## Your assignment
Reproduce every line in the material below that holds "graph".

## Supplied records
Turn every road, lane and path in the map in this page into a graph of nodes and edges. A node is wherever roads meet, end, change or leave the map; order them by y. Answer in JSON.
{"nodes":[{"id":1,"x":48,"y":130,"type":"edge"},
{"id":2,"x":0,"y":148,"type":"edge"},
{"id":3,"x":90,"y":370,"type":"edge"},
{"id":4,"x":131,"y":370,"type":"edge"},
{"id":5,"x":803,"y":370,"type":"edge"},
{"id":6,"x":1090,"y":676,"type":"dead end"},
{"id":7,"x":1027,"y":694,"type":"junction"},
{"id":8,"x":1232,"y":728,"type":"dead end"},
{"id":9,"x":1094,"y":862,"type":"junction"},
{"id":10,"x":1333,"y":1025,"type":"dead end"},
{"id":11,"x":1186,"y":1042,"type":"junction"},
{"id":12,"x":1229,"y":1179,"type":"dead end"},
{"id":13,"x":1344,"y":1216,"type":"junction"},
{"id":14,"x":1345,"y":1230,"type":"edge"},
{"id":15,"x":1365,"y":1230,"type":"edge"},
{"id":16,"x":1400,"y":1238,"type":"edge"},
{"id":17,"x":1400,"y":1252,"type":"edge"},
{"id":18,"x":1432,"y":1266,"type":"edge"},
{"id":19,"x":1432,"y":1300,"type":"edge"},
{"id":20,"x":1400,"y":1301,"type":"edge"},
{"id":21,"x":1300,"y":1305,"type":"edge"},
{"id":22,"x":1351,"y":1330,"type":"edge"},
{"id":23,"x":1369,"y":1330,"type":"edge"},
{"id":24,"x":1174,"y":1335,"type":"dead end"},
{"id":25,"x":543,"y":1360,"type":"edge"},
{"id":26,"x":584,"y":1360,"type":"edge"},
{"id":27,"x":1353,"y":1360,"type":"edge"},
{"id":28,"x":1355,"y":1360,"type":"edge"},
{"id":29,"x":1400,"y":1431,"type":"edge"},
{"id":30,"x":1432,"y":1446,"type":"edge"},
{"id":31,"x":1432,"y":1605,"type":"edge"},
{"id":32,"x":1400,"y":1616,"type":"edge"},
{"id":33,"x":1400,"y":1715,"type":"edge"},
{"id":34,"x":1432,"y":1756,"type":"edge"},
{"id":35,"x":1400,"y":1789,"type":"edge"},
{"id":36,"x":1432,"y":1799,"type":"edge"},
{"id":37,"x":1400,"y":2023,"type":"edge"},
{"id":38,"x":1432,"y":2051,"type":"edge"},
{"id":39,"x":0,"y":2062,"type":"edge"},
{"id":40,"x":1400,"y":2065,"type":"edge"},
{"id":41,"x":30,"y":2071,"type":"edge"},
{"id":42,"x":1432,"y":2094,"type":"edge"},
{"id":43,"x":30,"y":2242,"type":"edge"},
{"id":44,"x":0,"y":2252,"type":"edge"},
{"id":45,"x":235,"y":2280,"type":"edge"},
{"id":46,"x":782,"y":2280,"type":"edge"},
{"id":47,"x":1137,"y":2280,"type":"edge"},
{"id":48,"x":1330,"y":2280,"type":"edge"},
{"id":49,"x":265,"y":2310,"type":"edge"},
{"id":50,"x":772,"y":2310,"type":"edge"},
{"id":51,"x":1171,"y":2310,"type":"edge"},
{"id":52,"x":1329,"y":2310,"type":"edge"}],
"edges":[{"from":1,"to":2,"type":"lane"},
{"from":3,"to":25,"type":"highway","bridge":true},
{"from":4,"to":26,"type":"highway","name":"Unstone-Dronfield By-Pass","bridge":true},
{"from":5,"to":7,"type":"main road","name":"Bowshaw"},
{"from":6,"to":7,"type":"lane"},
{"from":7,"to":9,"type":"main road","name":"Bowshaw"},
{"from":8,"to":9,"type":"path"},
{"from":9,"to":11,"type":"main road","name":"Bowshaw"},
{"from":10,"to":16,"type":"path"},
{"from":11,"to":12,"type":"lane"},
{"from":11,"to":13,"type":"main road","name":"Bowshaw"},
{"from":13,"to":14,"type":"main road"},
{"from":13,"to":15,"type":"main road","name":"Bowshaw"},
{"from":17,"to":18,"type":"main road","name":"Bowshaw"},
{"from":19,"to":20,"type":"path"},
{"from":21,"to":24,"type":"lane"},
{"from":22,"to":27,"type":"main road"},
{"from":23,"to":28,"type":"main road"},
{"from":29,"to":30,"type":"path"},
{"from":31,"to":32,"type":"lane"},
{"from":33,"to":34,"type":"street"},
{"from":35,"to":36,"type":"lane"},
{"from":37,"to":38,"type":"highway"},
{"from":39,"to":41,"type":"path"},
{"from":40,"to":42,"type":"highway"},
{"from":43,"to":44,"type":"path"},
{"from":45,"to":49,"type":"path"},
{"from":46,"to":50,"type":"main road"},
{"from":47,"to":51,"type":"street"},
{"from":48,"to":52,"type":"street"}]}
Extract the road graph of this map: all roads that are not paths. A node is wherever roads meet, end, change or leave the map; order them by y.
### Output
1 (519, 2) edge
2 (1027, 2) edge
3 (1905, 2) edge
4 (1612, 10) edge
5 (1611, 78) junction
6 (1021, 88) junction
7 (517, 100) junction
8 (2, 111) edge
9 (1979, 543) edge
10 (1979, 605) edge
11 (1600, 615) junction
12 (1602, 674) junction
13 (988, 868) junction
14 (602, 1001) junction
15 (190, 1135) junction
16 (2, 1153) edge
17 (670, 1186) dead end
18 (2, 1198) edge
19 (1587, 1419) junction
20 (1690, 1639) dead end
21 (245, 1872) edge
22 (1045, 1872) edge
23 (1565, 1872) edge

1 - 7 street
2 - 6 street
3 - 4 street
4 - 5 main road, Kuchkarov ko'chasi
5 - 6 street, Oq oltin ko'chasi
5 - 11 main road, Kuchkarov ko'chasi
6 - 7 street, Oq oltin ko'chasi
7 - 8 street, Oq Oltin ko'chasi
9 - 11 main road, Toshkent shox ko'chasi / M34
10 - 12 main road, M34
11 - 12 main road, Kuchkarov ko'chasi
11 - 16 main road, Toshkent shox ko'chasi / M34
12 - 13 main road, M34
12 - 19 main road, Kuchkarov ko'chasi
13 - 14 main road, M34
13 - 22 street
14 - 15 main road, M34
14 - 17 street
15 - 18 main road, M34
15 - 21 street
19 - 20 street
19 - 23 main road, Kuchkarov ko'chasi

## Result of this exercise
Turn every road, lane and path in the map in this page into a graph of nodes and edges. A node is wherever roads meet, end, change or leave the map; order them by y. Answer in JSON.
Extract the road graph of this map: all roads that are not paths. A node is wherever roads meet, end, change or leave the map; order them by y.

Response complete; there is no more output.